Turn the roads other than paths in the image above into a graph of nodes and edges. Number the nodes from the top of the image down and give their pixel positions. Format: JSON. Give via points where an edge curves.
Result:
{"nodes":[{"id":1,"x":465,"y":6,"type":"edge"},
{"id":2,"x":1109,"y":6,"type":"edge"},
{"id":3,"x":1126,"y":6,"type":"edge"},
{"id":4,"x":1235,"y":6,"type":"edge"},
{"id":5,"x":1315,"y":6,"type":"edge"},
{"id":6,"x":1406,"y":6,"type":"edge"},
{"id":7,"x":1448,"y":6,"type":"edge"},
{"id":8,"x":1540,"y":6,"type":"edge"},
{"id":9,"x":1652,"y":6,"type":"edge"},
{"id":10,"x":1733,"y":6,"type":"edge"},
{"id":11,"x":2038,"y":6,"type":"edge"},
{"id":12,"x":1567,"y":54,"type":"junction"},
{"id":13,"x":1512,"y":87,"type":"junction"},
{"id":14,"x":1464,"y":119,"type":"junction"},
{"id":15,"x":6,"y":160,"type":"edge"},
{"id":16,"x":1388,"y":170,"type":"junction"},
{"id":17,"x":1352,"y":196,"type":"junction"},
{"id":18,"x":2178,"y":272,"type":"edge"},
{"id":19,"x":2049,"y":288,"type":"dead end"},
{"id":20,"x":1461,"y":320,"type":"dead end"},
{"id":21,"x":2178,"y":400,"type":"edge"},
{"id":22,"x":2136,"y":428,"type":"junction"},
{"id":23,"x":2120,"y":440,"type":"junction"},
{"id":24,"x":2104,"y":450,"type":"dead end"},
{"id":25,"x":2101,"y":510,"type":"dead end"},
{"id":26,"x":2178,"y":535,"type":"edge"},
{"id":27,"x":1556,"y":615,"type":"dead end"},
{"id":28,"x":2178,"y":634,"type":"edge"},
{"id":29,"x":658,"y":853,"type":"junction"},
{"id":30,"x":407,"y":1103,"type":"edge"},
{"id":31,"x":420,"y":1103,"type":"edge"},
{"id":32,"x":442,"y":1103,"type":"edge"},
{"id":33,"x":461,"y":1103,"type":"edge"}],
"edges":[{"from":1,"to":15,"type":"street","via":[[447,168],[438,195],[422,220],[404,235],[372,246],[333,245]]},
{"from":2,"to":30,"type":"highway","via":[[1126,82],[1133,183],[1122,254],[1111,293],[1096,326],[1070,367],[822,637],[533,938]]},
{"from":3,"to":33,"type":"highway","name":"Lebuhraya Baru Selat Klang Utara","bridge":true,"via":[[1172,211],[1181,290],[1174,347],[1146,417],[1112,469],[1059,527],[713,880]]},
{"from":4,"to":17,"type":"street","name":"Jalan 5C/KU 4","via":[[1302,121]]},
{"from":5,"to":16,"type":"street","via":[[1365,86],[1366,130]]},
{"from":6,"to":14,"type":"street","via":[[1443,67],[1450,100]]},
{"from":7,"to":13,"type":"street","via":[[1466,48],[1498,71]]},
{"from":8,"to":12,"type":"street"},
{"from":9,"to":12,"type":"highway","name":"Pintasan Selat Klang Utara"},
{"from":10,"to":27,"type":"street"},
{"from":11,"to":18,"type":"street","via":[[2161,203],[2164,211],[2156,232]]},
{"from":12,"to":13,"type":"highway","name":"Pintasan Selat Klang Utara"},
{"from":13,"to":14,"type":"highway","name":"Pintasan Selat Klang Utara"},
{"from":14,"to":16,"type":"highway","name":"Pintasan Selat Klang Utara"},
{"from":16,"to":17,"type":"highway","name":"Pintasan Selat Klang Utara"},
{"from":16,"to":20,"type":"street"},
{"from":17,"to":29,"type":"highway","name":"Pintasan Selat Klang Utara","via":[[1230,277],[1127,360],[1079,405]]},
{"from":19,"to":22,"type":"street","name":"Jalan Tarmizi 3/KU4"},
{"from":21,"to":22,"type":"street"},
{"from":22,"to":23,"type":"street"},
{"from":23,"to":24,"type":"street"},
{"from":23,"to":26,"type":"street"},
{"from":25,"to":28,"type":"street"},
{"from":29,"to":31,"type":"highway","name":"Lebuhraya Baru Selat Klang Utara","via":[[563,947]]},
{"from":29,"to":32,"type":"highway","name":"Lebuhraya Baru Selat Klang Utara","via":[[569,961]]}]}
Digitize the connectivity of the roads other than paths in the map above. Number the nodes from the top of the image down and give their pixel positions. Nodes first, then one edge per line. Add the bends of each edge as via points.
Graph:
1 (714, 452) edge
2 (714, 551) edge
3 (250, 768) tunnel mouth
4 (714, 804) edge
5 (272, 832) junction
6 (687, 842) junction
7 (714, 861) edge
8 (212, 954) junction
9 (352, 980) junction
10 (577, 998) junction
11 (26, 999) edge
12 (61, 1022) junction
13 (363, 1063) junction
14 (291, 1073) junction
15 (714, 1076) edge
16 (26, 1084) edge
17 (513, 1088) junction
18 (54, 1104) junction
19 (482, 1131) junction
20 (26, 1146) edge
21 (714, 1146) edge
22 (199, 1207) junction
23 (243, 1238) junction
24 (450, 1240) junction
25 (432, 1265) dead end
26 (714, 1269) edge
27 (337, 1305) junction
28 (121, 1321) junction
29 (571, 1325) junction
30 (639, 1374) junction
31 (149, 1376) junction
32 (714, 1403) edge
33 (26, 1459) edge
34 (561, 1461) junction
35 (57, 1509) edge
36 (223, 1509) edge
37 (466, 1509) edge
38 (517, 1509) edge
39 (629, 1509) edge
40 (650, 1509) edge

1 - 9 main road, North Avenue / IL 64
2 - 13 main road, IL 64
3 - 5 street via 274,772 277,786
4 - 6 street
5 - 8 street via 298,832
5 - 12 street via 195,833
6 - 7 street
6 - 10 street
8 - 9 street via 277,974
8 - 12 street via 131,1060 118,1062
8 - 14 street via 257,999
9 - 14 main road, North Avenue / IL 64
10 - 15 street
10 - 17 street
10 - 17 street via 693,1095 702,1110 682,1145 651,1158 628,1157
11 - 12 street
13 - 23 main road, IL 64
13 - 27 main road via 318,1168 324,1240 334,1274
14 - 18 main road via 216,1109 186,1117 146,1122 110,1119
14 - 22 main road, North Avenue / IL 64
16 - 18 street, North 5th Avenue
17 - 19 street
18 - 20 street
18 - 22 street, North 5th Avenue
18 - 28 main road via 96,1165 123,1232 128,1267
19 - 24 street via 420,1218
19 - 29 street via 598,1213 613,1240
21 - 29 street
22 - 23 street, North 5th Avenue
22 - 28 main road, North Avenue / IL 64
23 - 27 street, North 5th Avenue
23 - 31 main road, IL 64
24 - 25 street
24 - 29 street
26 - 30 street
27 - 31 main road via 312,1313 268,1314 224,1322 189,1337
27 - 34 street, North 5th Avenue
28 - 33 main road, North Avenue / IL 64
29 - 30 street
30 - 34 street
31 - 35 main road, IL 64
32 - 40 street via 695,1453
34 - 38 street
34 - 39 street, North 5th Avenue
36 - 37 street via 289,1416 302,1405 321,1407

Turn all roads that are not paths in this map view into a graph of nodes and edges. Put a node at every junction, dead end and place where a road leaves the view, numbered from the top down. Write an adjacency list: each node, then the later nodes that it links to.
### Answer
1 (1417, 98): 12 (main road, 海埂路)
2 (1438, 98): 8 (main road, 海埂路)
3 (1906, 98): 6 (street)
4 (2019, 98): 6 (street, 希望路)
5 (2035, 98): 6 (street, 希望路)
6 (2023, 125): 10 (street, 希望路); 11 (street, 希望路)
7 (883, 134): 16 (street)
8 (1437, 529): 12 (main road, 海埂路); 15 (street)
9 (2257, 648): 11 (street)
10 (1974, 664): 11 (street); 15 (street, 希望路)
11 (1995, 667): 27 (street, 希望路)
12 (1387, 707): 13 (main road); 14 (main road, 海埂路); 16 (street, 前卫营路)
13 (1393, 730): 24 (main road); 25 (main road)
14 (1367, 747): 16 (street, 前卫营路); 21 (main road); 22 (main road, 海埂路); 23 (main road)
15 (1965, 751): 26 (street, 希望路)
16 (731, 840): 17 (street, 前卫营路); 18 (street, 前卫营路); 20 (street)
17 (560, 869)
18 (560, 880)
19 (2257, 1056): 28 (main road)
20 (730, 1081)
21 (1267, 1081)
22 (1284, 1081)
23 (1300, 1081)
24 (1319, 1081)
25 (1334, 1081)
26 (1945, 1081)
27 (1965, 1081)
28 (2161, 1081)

-------

> _PROBLEM TO WORK ON_:
Which lines above contain "Avenue"? Show each of them.

> _FINISHED EXERCISE_:
1 - 9 main road, North Avenue / IL 64
9 - 14 main road, North Avenue / IL 64
14 - 22 main road, North Avenue / IL 64
16 - 18 street, North 5th Avenue
18 - 22 street, North 5th Avenue
22 - 23 street, North 5th Avenue
22 - 28 main road, North Avenue / IL 64
23 - 27 street, North 5th Avenue
27 - 34 street, North 5th Avenue
28 - 33 main road, North Avenue / IL 64
34 - 39 street, North 5th Avenue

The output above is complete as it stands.